## Entries shown
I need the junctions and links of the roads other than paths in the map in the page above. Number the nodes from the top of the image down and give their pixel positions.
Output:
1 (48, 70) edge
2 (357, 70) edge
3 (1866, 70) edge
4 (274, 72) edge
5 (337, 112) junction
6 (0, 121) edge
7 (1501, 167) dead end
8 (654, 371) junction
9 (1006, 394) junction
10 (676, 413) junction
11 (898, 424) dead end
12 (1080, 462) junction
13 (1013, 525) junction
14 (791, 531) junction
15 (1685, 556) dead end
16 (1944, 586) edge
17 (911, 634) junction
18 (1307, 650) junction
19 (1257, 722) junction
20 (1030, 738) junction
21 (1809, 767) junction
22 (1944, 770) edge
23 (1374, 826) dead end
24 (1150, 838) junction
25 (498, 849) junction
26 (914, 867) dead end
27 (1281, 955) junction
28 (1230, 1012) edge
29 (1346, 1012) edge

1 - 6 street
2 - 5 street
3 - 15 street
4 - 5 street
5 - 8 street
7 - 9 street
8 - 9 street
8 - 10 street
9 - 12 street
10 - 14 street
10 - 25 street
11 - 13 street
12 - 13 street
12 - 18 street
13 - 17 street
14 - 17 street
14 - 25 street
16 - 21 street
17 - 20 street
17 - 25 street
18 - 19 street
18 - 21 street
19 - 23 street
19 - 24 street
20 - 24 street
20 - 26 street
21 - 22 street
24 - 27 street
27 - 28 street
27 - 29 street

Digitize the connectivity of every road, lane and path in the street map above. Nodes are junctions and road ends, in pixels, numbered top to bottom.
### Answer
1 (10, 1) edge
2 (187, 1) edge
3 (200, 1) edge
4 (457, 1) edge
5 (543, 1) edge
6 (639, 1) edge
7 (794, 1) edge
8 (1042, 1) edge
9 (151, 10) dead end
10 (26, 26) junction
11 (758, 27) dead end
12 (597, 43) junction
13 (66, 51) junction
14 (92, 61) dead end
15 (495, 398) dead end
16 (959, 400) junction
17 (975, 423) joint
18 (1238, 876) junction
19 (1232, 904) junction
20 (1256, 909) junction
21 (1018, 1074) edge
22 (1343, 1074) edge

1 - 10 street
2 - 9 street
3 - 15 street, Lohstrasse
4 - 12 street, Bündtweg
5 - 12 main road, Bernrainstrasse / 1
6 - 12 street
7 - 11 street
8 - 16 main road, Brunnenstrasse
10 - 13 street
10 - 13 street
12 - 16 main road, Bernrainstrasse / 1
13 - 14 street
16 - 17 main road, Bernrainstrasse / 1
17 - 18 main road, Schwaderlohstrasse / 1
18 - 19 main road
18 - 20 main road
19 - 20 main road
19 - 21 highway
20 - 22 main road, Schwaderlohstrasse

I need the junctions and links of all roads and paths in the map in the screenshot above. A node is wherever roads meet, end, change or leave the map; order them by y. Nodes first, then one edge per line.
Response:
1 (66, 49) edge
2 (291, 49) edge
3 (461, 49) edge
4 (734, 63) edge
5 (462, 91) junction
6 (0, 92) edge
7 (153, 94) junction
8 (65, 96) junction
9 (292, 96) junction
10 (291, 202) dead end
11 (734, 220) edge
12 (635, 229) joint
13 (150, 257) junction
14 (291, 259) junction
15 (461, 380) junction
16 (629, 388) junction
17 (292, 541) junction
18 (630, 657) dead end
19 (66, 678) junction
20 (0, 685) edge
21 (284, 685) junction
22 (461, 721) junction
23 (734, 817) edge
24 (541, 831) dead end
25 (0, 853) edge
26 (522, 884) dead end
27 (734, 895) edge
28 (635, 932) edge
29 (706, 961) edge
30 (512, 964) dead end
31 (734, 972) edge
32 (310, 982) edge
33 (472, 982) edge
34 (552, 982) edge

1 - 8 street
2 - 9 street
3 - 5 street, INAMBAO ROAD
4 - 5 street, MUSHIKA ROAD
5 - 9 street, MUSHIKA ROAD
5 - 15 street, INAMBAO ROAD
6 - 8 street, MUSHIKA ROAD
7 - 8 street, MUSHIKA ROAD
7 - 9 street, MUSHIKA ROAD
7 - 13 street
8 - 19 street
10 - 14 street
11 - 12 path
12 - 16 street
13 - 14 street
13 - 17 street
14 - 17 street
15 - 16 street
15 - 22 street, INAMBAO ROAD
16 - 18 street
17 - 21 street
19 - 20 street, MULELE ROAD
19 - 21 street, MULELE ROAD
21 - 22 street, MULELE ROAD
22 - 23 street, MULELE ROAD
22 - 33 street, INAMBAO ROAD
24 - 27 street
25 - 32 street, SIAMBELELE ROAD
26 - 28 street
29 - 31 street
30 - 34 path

## Brief
Print the material once more, exactly as it appears.

## Written answer
I need the junctions and links of the roads other than paths in the map in the page above. Number the nodes from the top of the image down and give their pixel positions.
Output:
1 (48, 70) edge
2 (357, 70) edge
3 (1866, 70) edge
4 (274, 72) edge
5 (337, 112) junction
6 (0, 121) edge
7 (1501, 167) dead end
8 (654, 371) junction
9 (1006, 394) junction
10 (676, 413) junction
11 (898, 424) dead end
12 (1080, 462) junction
13 (1013, 525) junction
14 (791, 531) junction
15 (1685, 556) dead end
16 (1944, 586) edge
17 (911, 634) junction
18 (1307, 650) junction
19 (1257, 722) junction
20 (1030, 738) junction
21 (1809, 767) junction
22 (1944, 770) edge
23 (1374, 826) dead end
24 (1150, 838) junction
25 (498, 849) junction
26 (914, 867) dead end
27 (1281, 955) junction
28 (1230, 1012) edge
29 (1346, 1012) edge

1 - 6 street
2 - 5 street
3 - 15 street
4 - 5 street
5 - 8 street
7 - 9 street
8 - 9 street
8 - 10 street
9 - 12 street
10 - 14 street
10 - 25 street
11 - 13 street
12 - 13 street
12 - 18 street
13 - 17 street
14 - 17 street
14 - 25 street
16 - 21 street
17 - 20 street
17 - 25 street
18 - 19 street
18 - 21 street
19 - 23 street
19 - 24 street
20 - 24 street
20 - 26 street
21 - 22 street
24 - 27 street
27 - 28 street
27 - 29 street

Digitize the connectivity of every road, lane and path in the street map above. Nodes are junctions and road ends, in pixels, numbered top to bottom.
### Answer
1 (10, 1) edge
2 (187, 1) edge
3 (200, 1) edge
4 (457, 1) edge
5 (543, 1) edge
6 (639, 1) edge
7 (794, 1) edge
8 (1042, 1) edge
9 (151, 10) dead end
10 (26, 26) junction
11 (758, 27) dead end
12 (597, 43) junction
13 (66, 51) junction
14 (92, 61) dead end
15 (495, 398) dead end
16 (959, 400) junction
17 (975, 423) joint
18 (1238, 876) junction
19 (1232, 904) junction
20 (1256, 909) junction
21 (1018, 1074) edge
22 (1343, 1074) edge

1 - 10 street
2 - 9 street
3 - 15 street, Lohstrasse
4 - 12 street, Bündtweg
5 - 12 main road, Bernrainstrasse / 1
6 - 12 street
7 - 11 street
8 - 16 main road, Brunnenstrasse
10 - 13 street
10 - 13 street
12 - 16 main road, Bernrainstrasse / 1
13 - 14 street
16 - 17 main road, Bernrainstrasse / 1
17 - 18 main road, Schwaderlohstrasse / 1
18 - 19 main road
18 - 20 main road
19 - 20 main road
19 - 21 highway
20 - 22 main road, Schwaderlohstrasse

I need the junctions and links of all roads and paths in the map in the screenshot above. A node is wherever roads meet, end, change or leave the map; order them by y. Nodes first, then one edge per line.
Response:
1 (66, 49) edge
2 (291, 49) edge
3 (461, 49) edge
4 (734, 63) edge
5 (462, 91) junction
6 (0, 92) edge
7 (153, 94) junction
8 (65, 96) junction
9 (292, 96) junction
10 (291, 202) dead end
11 (734, 220) edge
12 (635, 229) joint
13 (150, 257) junction
14 (291, 259) junction
15 (461, 380) junction
16 (629, 388) junction
17 (292, 541) junction
18 (630, 657) dead end
19 (66, 678) junction
20 (0, 685) edge
21 (284, 685) junction
22 (461, 721) junction
23 (734, 817) edge
24 (541, 831) dead end
25 (0, 853) edge
26 (522, 884) dead end
27 (734, 895) edge
28 (635, 932) edge
29 (706, 961) edge
30 (512, 964) dead end
31 (734, 972) edge
32 (310, 982) edge
33 (472, 982) edge
34 (552, 982) edge

1 - 8 street
2 - 9 street
3 - 5 street, INAMBAO ROAD
4 - 5 street, MUSHIKA ROAD
5 - 9 street, MUSHIKA ROAD
5 - 15 street, INAMBAO ROAD
6 - 8 street, MUSHIKA ROAD
7 - 8 street, MUSHIKA ROAD
7 - 9 street, MUSHIKA ROAD
7 - 13 street
8 - 19 street
10 - 14 street
11 - 12 path
12 - 16 street
13 - 14 street
13 - 17 street
14 - 17 street
15 - 16 street
15 - 22 street, INAMBAO ROAD
16 - 18 street
17 - 21 street
19 - 20 street, MULELE ROAD
19 - 21 street, MULELE ROAD
21 - 22 street, MULELE ROAD
22 - 23 street, MULELE ROAD
22 - 33 street, INAMBAO ROAD
24 - 27 street
25 - 32 street, SIAMBELELE ROAD
26 - 28 street
29 - 31 street
30 - 34 path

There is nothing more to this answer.